On Tue, Jun 2, 2009 at 10:55 PM, Derrick Brashear <[email protected]> wrote:
>
>> Were any useful documents or code produced with last year's GSOC per-file
>> ACL project?  I looked around the web site but didn't see much other than a
>> comment that some server-side work was "substantially completed" - which
>> sounds like at least some amount of code came out of it.
>
> For per-file ACLs? I wonder where you found that; Nothing of consequence was
> completed, alas.

Found that comment here: http://www.openafs.org/pages/gsoc/2008final.html

> Have you looked at the CForeign (DFS translator) code in the client?
>
> Derrick

I had a quick look now, but it's not clear exactly what the
assumptions of this option are.  In particular, should CForeign work
correctly with an AFS server at the other end or does it make DFS
assumptions that won't work with AFS?  Any downside?
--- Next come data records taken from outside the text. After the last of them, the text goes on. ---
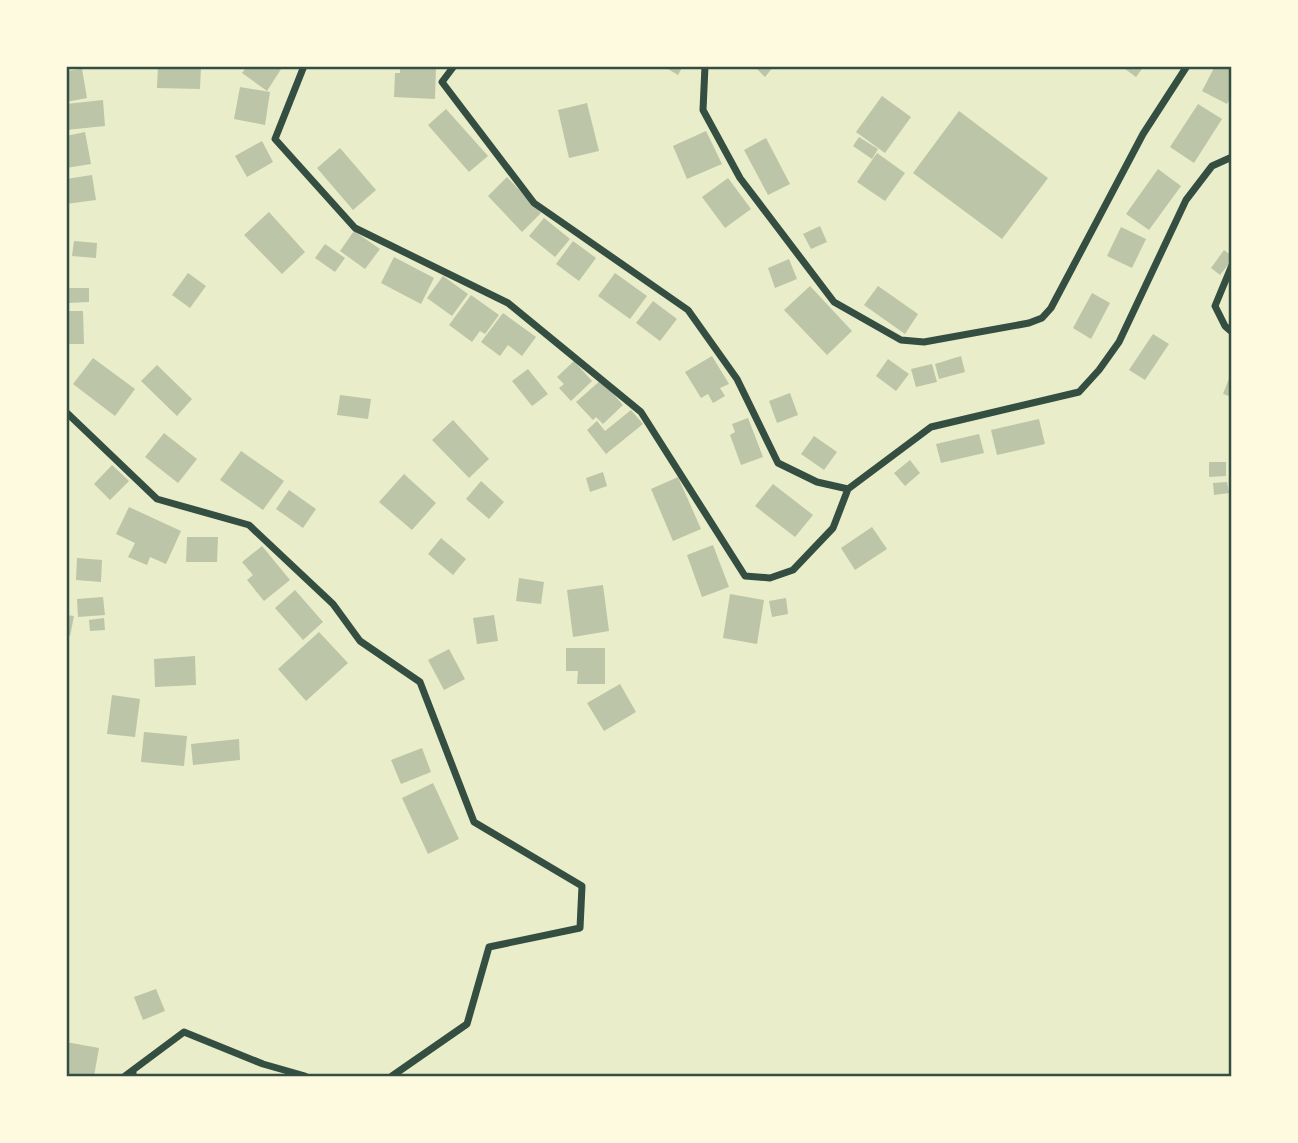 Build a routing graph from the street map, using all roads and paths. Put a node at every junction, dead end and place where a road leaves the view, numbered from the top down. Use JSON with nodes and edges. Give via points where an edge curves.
{"nodes":[{"id":1,"x":304,"y":66,"type":"edge"},
{"id":2,"x":454,"y":66,"type":"edge"},
{"id":3,"x":705,"y":66,"type":"edge"},
{"id":4,"x":1187,"y":66,"type":"edge"},
{"id":5,"x":1231,"y":157,"type":"edge"},
{"id":6,"x":1231,"y":265,"type":"edge"},
{"id":7,"x":1231,"y":332,"type":"edge"},
{"id":8,"x":66,"y":412,"type":"edge"},
{"id":9,"x":848,"y":489,"type":"junction"},
{"id":10,"x":133,"y":1073,"type":"edge"},
{"id":11,"x":125,"y":1076,"type":"edge"},
{"id":12,"x":305,"y":1076,"type":"edge"},
{"id":13,"x":392,"y":1076,"type":"edge"}],
"edges":[{"from":1,"to":9,"type":"street","via":[[275,139],[355,228],[508,303],[641,412],[745,576],[770,578],[793,570],[833,528]]},
{"from":2,"to":9,"type":"street","via":[[442,82],[534,203],[688,310],[737,379],[778,463],[817,482]]},
{"from":3,"to":4,"type":"street","via":[[703,110],[740,178],[818,283],[834,302],[878,328],[901,340],[924,342],[1042,318],[1143,134]]},
{"from":5,"to":9,"type":"street","via":[[1212,166],[1186,200],[1119,342],[1079,392],[931,427]]},
{"from":6,"to":7,"type":"street","via":[[1215,306]]},
{"from":8,"to":13,"type":"street","via":[[157,499],[249,525],[333,604],[360,641],[420,682],[474,822],[582,886],[580,928],[489,947],[467,1024]]},
{"from":10,"to":11,"type":"street"},
{"from":10,"to":12,"type":"street","via":[[184,1032]]}]} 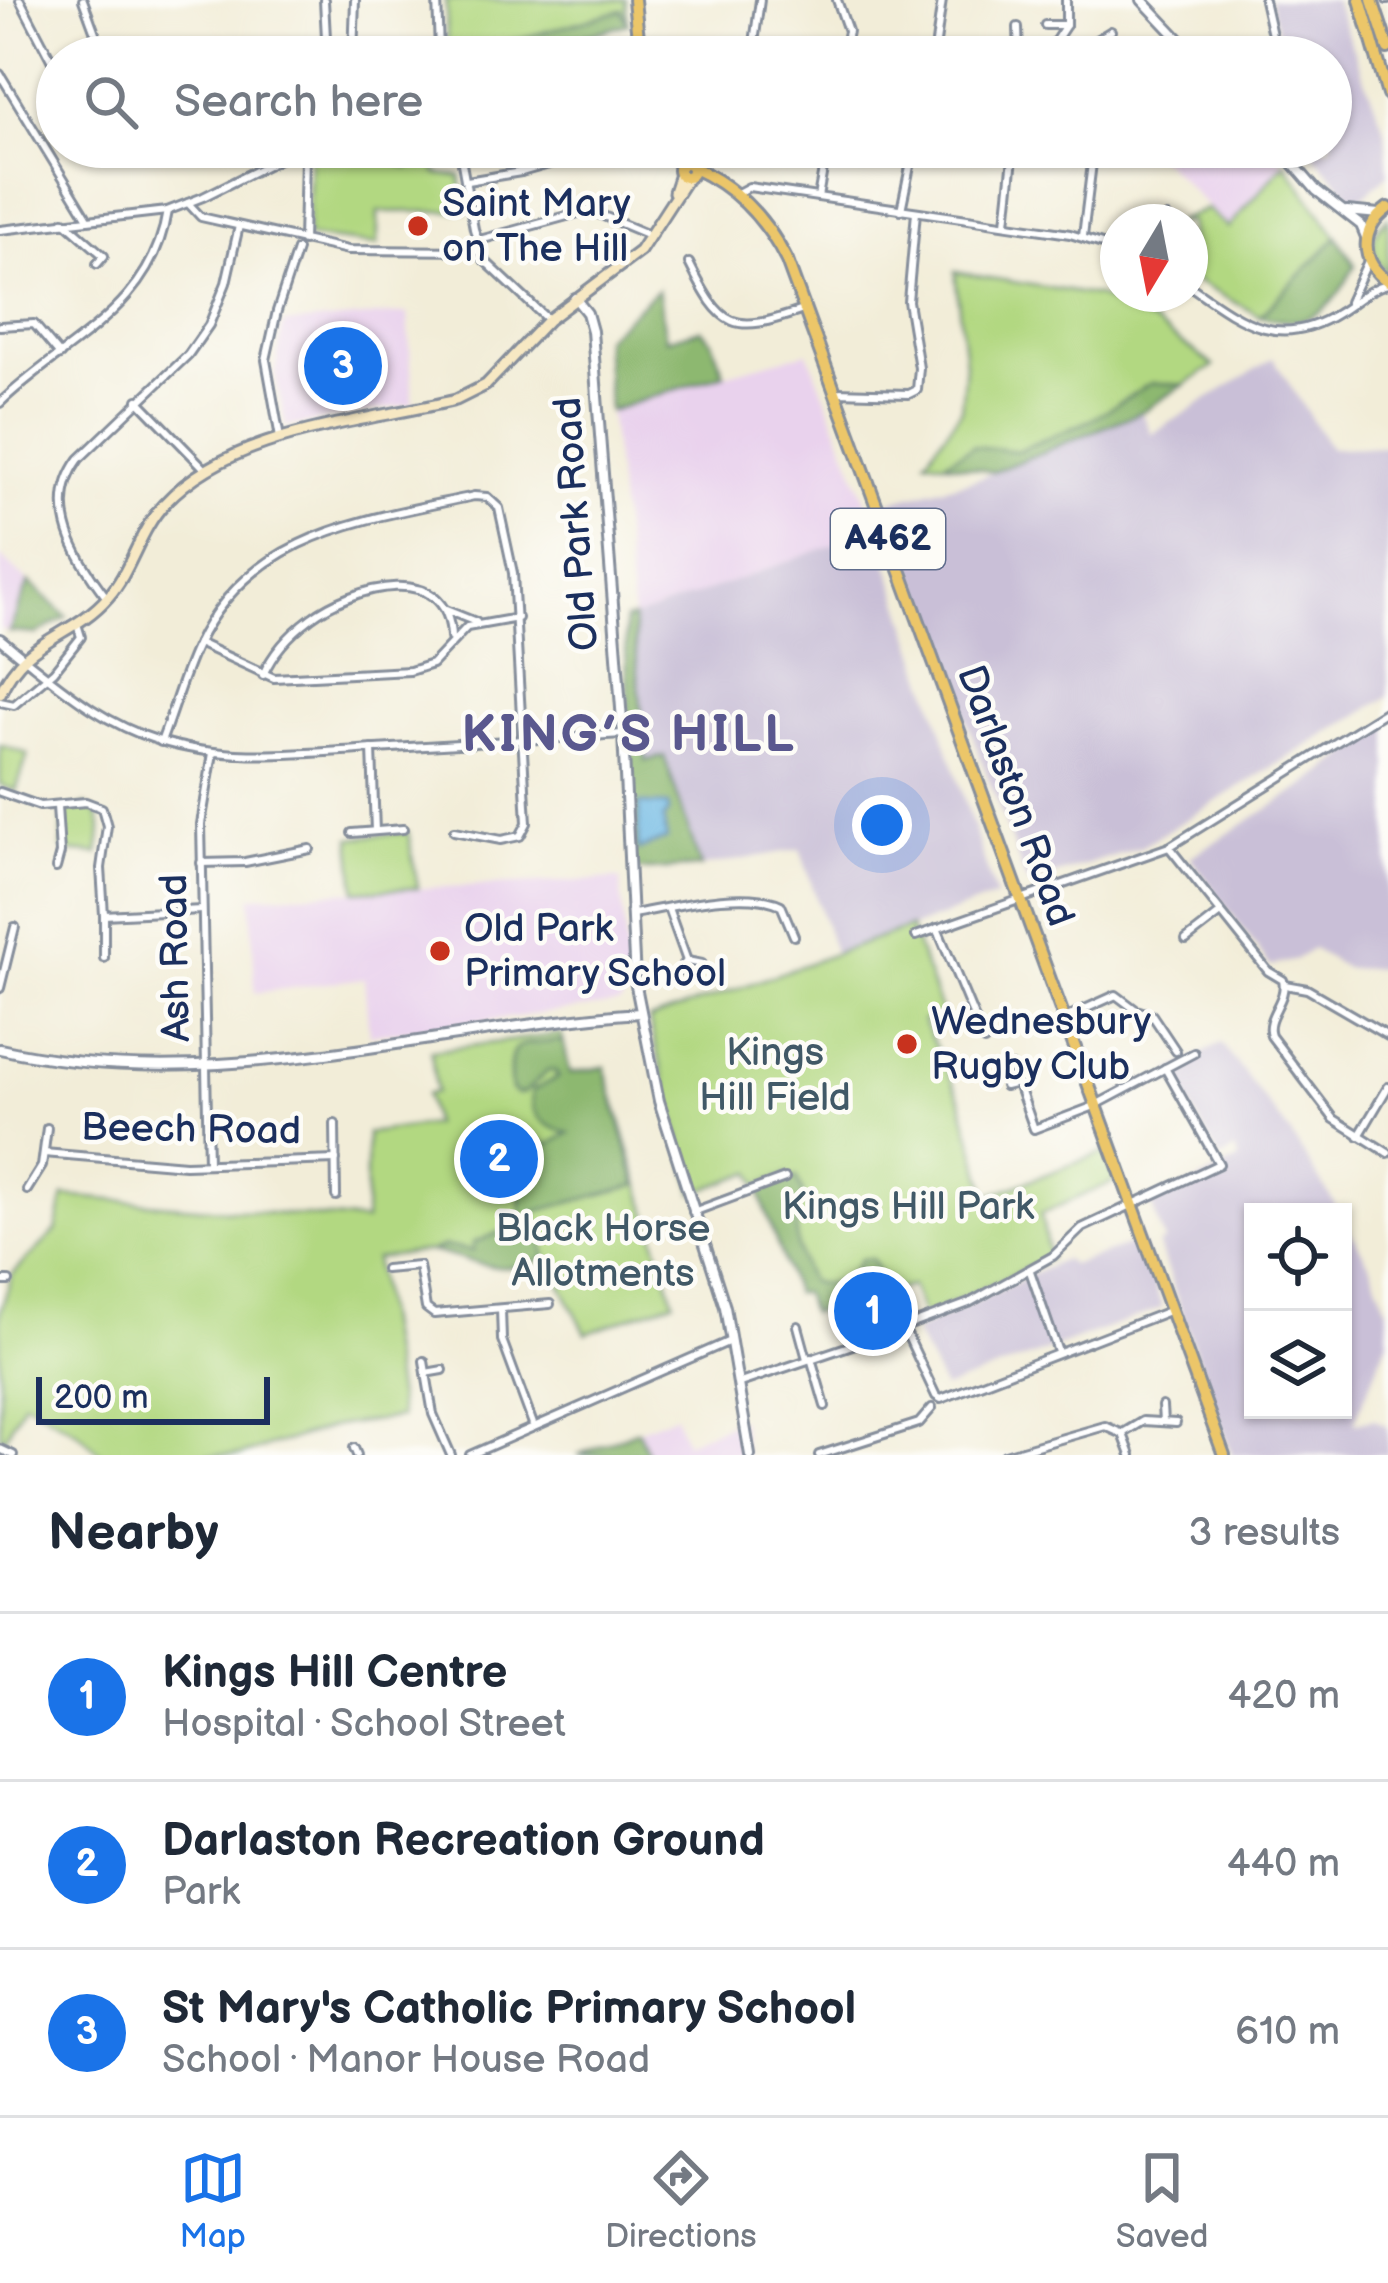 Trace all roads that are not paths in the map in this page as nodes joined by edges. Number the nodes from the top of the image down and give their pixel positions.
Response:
1 (20, 0) edge
2 (83, 0) edge
3 (324, 0) edge
4 (356, 0) edge
5 (437, 0) edge
6 (634, 0) edge
7 (760, 0) edge
8 (837, 0) edge
9 (943, 0) edge
10 (1066, 0) edge
11 (1264, 0) edge
12 (1360, 0) edge
13 (1372, 0) edge
14 (1147, 2) edge
15 (1388, 12) edge
16 (1045, 25) dead end
17 (1066, 25) junction
18 (1018, 27) dead end
19 (1382, 29) junction
20 (1111, 31) dead end
21 (39, 36) edge
22 (96, 36) edge
23 (325, 36) edge
24 (353, 36) edge
25 (439, 36) edge
26 (638, 36) edge
27 (755, 36) edge
28 (846, 36) edge
29 (937, 36) edge
30 (1018, 36) edge
31 (1060, 36) edge
32 (1101, 36) edge
33 (1177, 36) edge
34 (1272, 36) edge
35 (1388, 48) edge
36 (0, 74) edge
37 (1388, 95) edge
38 (36, 133) edge
39 (57, 168) edge
40 (261, 168) edge
41 (305, 168) edge
42 (463, 168) edge
43 (520, 168) edge
44 (535, 168) edge
45 (823, 168) edge
46 (910, 168) edge
47 (1012, 168) edge
48 (1091, 168) edge
49 (1299, 168) edge
50 (687, 170) joint
51 (521, 172) junction
52 (465, 182) junction
53 (736, 194) junction
54 (818, 196) junction
55 (188, 203) junction
56 (1336, 206) junction
57 (901, 210) junction
58 (167, 211) junction
59 (1384, 211) edge
60 (916, 212) junction
61 (87, 217) junction
62 (64, 221) junction
63 (1006, 223) junction
64 (239, 226) junction
65 (0, 230) edge
66 (1083, 236) junction
67 (652, 237) junction
68 (1366, 238) junction
69 (303, 241) junction
70 (476, 241) junction
71 (1100, 242) edge
72 (297, 250) dead end
73 (479, 250) junction
74 (1368, 261) junction
75 (689, 263) dead end
76 (97, 264) dead end
77 (1388, 282) edge
78 (575, 298) junction
79 (1208, 299) edge
80 (806, 309) junction
81 (1344, 310) junction
82 (548, 320) junction
83 (0, 326) edge
84 (60, 355) junction
85 (834, 392) junction
86 (138, 400) junction
87 (0, 403) edge
88 (280, 438) junction
89 (206, 470) junction
90 (107, 598) junction
91 (446, 610) junction
92 (518, 618) junction
93 (74, 621) junction
94 (478, 622) junction
95 (0, 639) edge
96 (451, 641) junction
97 (198, 644) junction
98 (22, 657) junction
99 (263, 675) junction
100 (46, 676) junction
101 (0, 698) edge
102 (1388, 710) edge
103 (623, 734) junction
104 (525, 740) junction
105 (161, 742) junction
106 (372, 749) junction
107 (213, 753) junction
108 (0, 792) edge
109 (57, 806) junction
110 (403, 829) dead end
111 (375, 831) junction
112 (454, 831) dead end
113 (352, 833) dead end
114 (1169, 847) junction
115 (310, 849) dead end
116 (201, 862) junction
117 (56, 868) dead end
118 (1021, 897) junction
119 (668, 908) junction
120 (202, 910) junction
121 (1221, 913) junction
122 (629, 914) junction
123 (104, 915) junction
124 (15, 927) dead end
125 (938, 928) junction
126 (794, 936) dead end
127 (916, 936) dead end
128 (1186, 940) dead end
129 (104, 958) dead end
130 (687, 961) junction
131 (702, 964) dead end
132 (676, 973) dead end
133 (1285, 984) junction
134 (0, 988) edge
135 (640, 1012) junction
136 (1065, 1018) junction
137 (1388, 1036) edge
138 (984, 1041) dead end
139 (0, 1049) edge
140 (1176, 1051) dead end
141 (1194, 1053) dead end
142 (206, 1067) junction
143 (1012, 1067) dead end
144 (1165, 1068) junction
145 (1017, 1083) junction
146 (1005, 1087) dead end
147 (1388, 1087) edge
148 (1097, 1102) junction
149 (335, 1124) dead end
150 (47, 1128) dead end
151 (1034, 1129) junction
152 (1024, 1133) dead end
153 (1359, 1136) junction
154 (44, 1153) junction
155 (1388, 1153) edge
156 (336, 1160) junction
157 (208, 1163) junction
158 (785, 1178) dead end
159 (27, 1190) dead end
160 (336, 1196) dead end
161 (1134, 1202) junction
162 (693, 1212) junction
163 (1030, 1269) junction
164 (385, 1270) dead end
165 (550, 1304) dead end
166 (500, 1309) junction
167 (1173, 1310) junction
168 (798, 1326) dead end
169 (904, 1328) junction
170 (886, 1334) dead end
171 (875, 1337) dead end
172 (733, 1340) junction
173 (1058, 1352) junction
174 (809, 1359) junction
175 (424, 1361) dead end
176 (443, 1370) dead end
177 (426, 1373) junction
178 (740, 1383) junction
179 (825, 1406) dead end
180 (1162, 1406) dead end
181 (932, 1408) dead end
182 (1162, 1422) junction
183 (1176, 1423) dead end
184 (533, 1424) junction
185 (1123, 1434) junction
186 (0, 1449) edge
187 (13, 1455) edge
188 (451, 1455) edge
189 (470, 1455) edge
190 (750, 1455) edge
191 (819, 1455) edge
192 (1005, 1455) edge
193 (1131, 1455) edge
194 (1224, 1455) edge

1 - 21 street
2 - 22 street
3 - 23 street
4 - 24 street
5 - 25 street
6 - 26 main road
7 - 27 street
8 - 28 street
9 - 29 street
10 - 17 street
11 - 34 street
12 - 37 main road
13 - 19 main road
14 - 33 street
15 - 19 street
16 - 17 street
17 - 31 street
18 - 30 street
19 - 35 main road
20 - 32 street
36 - 38 street
39 - 61 street
40 - 55 street
41 - 69 street
42 - 52 street
43 - 51 street
44 - 51 street
45 - 54 street
46 - 57 street
47 - 63 street
48 - 66 street
49 - 56 street
50 - 53 main road, Darlaston Road / A462
50 - 67 main road
51 - 52 street
52 - 70 street
53 - 54 street
53 - 80 main road, Darlaston Road / A462
54 - 57 street
55 - 58 street
55 - 64 street
56 - 59 street
56 - 68 street
57 - 60 street
58 - 61 street
58 - 84 street
59 - 68 main road
60 - 63 street
60 - 85 street
61 - 62 street
62 - 65 street
62 - 76 street
63 - 66 street
64 - 69 street
64 - 86 street
66 - 71 street
67 - 70 street
67 - 78 main road
68 - 74 main road
69 - 73 street
70 - 73 street
72 - 88 street
73 - 82 street
74 - 77 main road
74 - 81 street
75 - 80 street
77 - 81 street
78 - 82 main road
78 - 103 street, Old Park Road
79 - 81 street
80 - 85 main road, Darlaston Road / A462
82 - 88 main road
83 - 84 street
84 - 87 street
85 - 118 main road, Darlaston Road / A462
86 - 89 street
86 - 90 street
88 - 89 main road
89 - 90 main road
90 - 93 main road
91 - 94 street
91 - 96 street
91 - 99 street
92 - 94 street
92 - 97 street
92 - 104 street
93 - 98 main road
93 - 100 street
94 - 96 street
95 - 98 street
96 - 99 street
97 - 99 street
97 - 105 street
98 - 100 street
98 - 101 main road
100 - 101 street
100 - 105 street
102 - 114 street
103 - 104 street
103 - 122 street, Old Park Road
104 - 106 street
104 - 112 street
105 - 107 street
106 - 107 street
106 - 111 street
107 - 116 street, Ash Road
108 - 109 street
109 - 117 street
109 - 123 street
110 - 111 street
111 - 113 street
114 - 118 street
114 - 121 street
115 - 116 street
116 - 120 street, Ash Road
118 - 125 street
118 - 136 main road, Darlaston Road / A462
119 - 122 street
119 - 126 street
119 - 130 street
120 - 123 street
120 - 142 street, Ash Road
121 - 128 street
121 - 133 street
122 - 135 street, Old Park Road
123 - 129 street
124 - 134 street
125 - 127 street
125 - 138 street
130 - 131 street
130 - 132 street
133 - 137 street
133 - 153 street
135 - 142 street
135 - 162 street, Old Park Road
136 - 140 street
136 - 148 main road, Darlaston Road / A462
139 - 142 street
141 - 144 street
142 - 157 street, Ash Road
143 - 145 street
144 - 148 street
144 - 161 street
145 - 146 street
145 - 151 street
147 - 153 street
148 - 151 street
148 - 161 main road, Darlaston Road / A462
149 - 156 street, Beech Road
150 - 154 street
151 - 152 street
153 - 155 street
154 - 157 street, Beech Road
154 - 159 street
156 - 157 street, Beech Road
156 - 160 street, Beech Road
158 - 162 street
161 - 163 street
161 - 167 main road, Darlaston Road / A462
162 - 172 street, Old Park Road
163 - 169 street
163 - 173 street
164 - 166 street
165 - 166 street
166 - 184 street
167 - 173 street
167 - 194 main road, Darlaston Road / A462
168 - 174 street
169 - 170 street
169 - 173 street
171 - 174 street
172 - 178 street, Old Park Road
172 - 184 street
174 - 178 street
174 - 179 street
175 - 177 street
176 - 177 street
177 - 188 street
178 - 190 street, Old Park Road
180 - 182 street
181 - 191 street
182 - 183 street
182 - 185 street
184 - 189 street
185 - 192 street
185 - 193 street
186 - 187 street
It does look like it could be a way (maybe the only way) to make old
clients behave sanely.  The issue I've seen so far with an unmodified
client is that some parts of the code (through AcessOK) think a file
is accessible, but attempts to actually access it (FetchData, etc.)
fail at the server.  This has the interesting effect that a file can
be read if it was cached by another user, but can't (permission
denied) if it has to be fetched from the server.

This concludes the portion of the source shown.